CLEVELAND — The rain fell at Progressive Field on Monday, bringing a quick end to what had been a reunion vibe just a few minutes earlier.

Nolan Jones and Tyler Freeman, swapped for each other when the Colorado Rockies and Cleveland Guardians made a late March deal, caught up with former teammates and team officials as Guardians batting practice became as much about hugs and handshakes as hitting pregame dingers.

For the vast majority of Major League players, former teammates stay friends long after they’ve exchanged jerseys. That’s evident from the words expressed by Rockies players before taking the field on Monday about Ryan McMahon, now a member of the New York Yankees after a trade out of Colorado on Friday.

“He was one of the best teammates and human beings. It was tough to see him leaving us,” Rockies starting pitcher German Marquez said from the visitors clubhouse at Progressive Field. “I wish him the best. He’s going to do great over there (in New York).”

McMahon was the first Rockies player dealt during the period before Thursday’s 4 p.m. trade deadline. If rumors and whispers are to be believed, he won’t be the last.

The absence of McMahon, who played his first 1,010 MLB games as a member of the Rockies, is a noticeable void in the clubhouse.

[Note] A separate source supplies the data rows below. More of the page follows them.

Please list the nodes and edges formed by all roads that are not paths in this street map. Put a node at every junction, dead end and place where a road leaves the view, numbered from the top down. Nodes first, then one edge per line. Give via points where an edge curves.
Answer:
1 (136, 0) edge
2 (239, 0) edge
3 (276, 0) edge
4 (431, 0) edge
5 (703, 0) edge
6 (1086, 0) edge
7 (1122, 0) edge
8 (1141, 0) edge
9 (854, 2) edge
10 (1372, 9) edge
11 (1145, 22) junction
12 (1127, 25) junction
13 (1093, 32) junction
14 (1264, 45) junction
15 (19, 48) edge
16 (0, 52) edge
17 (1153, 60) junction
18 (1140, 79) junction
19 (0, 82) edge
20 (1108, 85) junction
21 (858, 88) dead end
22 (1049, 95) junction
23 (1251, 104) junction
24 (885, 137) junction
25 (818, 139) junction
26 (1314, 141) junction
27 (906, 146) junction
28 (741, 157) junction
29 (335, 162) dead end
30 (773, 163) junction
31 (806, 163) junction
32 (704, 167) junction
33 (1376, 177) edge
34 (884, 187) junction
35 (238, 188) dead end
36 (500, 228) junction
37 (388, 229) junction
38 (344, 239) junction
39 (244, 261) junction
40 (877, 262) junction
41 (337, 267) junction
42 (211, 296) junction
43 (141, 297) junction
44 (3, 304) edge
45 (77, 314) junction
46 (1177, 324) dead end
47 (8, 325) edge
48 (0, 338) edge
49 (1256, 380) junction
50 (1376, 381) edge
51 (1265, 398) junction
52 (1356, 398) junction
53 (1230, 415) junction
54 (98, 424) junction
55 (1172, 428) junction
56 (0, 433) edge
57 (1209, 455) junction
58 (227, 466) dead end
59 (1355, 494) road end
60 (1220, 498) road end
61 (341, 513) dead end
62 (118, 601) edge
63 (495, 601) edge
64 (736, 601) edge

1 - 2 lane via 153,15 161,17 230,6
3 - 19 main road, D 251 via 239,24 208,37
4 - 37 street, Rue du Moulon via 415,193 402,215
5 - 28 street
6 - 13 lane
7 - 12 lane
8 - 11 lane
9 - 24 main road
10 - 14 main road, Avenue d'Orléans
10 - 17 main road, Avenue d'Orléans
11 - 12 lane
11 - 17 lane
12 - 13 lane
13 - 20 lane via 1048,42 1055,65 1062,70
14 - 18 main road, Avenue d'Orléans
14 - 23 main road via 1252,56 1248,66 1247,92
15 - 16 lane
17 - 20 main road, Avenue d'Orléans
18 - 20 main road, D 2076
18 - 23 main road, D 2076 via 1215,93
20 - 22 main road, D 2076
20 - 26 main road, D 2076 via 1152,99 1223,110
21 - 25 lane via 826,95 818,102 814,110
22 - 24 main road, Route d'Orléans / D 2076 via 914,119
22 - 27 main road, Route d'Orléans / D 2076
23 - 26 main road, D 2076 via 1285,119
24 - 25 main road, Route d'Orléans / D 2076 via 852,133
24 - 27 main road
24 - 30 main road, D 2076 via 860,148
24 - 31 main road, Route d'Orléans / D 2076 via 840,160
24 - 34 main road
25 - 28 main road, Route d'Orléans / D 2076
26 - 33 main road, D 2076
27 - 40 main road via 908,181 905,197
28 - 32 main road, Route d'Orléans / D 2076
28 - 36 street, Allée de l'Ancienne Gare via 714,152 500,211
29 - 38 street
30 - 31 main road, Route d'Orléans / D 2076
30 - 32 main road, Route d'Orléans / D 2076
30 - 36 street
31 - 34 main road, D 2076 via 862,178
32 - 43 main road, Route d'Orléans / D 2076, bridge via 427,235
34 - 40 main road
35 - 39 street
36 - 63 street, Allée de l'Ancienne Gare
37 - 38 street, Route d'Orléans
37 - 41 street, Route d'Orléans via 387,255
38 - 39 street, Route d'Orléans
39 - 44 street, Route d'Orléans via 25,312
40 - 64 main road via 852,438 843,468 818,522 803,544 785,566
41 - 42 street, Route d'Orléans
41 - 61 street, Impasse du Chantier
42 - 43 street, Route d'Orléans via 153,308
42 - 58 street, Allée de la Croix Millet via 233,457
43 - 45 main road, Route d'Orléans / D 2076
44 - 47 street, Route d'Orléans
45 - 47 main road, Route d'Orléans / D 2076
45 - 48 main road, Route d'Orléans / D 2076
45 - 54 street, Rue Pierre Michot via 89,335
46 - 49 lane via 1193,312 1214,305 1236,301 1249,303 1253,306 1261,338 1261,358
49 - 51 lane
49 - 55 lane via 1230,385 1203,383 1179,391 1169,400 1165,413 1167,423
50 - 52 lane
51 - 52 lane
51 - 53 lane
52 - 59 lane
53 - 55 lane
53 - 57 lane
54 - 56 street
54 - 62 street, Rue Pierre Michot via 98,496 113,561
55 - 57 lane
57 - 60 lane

While several Colorado players acknowledged the business side of baseball in making the trade and bringing back to the franchise a pair of pitching prospects, there are also the little moments unseen by the public where McMahon is missed as well.

That includes the postgame victory speech that McMahon led all season. Every time the Rockies won, the team would gather around to hear McMahon break down the win and name that game’s MVP.

Before this year, that duty was Charlie Blackmon’s. On Friday, with McMahon on his way to the Bronx and the Rockies squeaking out a one-run win over the Baltimore Orioles, the responsibility fell to Kyle Farmer, a nine-year MLB veteran in his first season with the Rockies.

“’Mac’ was a great teammate. He was a good leader,” Farmer told The Denver Gazette on Monday. “Quiet, but a good leader.”

That shift in leadership and roles will likely keep evolving for the Rockies as the trade deadline unfolds and the 2025 season enters its final two months. It will be needed for a team that was drubbed 23-1 in the final two games against the Orioles and still must win 15 of its final 57 games to avoid matching the most losses in MLB modern history.

“That’s the circle of life for every clubhouse,” starting pitcher Kyle Freeland said. “You bring young guys in and you teach them the best you can. You hope they pick up everything you teach them and that they not only become elite players but also really good leaders inside a clubhouse.”

Some of those young players are learning by fire on a team that has disappeared at the plate too often in 2025. Saturday’s 18-0 loss to Baltimore was the fifth time the Rockies had been held to two hits or fewer this season.

“We had this conversation last year, right around this same time, and I said we did see light at the end of the tunnel,” Freeland said. “Unfortunately, this season just got completely flipped on its head. This was a season that a lot of us believed that we were going to put something special together and start winning ball games.

“Unfortunately, it’s been a season of disaster.”

Now the Rockies will look to avoid an even bigger disaster by matching the 121 losses posted by the Chicago White Sox last season, the most in a season in modern baseball.

They could be doing so without key bullpen pieces such as Jimmy Herget and Jake Bird if more trades are made before Thursday afternoon. While the Rockies are building for the future, they’re also potentially dealing away some of their most effective players. For the Rockies front office, it’s a balance between weakening the active roster now to strengthen the farm system and the future.

The potential for losing more games this season won’t be viewed by the front office as a factor as the Rockies enter the deadline. There is a belief inside the Colorado clubhouse this team will avoid making the wrong kind of history, no matter which players are in the lineup or bullpen.

“We have two months of baseball left, and you look around and say, ‘This is the squad we’re going to finish out with,’” Freeland said of what comes after the trade deadline in Colorado. “There will still be transactions from Triple-A, but you look around and know who you are riding with for the rest of the season. Now let’s go see what we can do to build momentum going into the next season.”